• _TASK TO CARRY OUT_:
Please copy every line with the string "bridge" from the entries below.

• _WORKING DATA_:
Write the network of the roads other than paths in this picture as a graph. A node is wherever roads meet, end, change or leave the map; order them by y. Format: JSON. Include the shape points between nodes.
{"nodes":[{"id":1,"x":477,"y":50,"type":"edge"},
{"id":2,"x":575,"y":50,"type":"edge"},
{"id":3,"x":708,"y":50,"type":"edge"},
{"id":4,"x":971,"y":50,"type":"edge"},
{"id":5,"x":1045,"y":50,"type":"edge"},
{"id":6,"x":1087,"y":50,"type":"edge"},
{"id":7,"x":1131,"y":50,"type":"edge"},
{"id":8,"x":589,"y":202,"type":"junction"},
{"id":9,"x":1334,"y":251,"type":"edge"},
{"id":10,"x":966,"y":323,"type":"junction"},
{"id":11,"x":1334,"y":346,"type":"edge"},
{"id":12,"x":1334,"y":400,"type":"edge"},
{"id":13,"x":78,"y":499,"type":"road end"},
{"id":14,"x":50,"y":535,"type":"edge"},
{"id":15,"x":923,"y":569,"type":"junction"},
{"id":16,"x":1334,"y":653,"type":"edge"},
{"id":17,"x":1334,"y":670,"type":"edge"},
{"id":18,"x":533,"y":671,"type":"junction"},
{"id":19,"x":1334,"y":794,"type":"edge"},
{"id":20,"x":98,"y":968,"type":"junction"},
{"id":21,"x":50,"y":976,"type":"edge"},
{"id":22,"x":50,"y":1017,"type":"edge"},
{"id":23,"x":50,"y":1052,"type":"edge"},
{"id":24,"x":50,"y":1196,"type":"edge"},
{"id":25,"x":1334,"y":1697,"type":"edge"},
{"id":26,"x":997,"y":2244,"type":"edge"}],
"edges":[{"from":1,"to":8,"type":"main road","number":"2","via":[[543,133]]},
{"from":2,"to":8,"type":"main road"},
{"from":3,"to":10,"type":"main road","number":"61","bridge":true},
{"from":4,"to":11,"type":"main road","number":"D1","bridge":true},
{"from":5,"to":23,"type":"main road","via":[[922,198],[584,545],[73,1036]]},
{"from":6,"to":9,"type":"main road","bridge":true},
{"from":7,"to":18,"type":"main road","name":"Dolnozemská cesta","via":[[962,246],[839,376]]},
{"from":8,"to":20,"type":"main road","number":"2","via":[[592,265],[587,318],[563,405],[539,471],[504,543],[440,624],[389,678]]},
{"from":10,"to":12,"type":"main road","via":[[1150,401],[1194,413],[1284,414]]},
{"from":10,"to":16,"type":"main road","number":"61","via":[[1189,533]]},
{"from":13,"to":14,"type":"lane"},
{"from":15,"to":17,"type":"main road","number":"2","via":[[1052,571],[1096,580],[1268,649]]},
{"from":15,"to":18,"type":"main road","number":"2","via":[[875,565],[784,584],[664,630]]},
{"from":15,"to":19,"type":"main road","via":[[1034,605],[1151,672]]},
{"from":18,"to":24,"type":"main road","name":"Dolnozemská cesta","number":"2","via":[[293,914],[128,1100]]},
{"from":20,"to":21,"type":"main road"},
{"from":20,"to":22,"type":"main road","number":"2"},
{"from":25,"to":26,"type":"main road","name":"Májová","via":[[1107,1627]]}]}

• _COMPLETED EXERCISE_:
{"from":3,"to":10,"type":"main road","number":"61","bridge":true},
{"from":4,"to":11,"type":"main road","number":"D1","bridge":true},
{"from":6,"to":9,"type":"main road","bridge":true},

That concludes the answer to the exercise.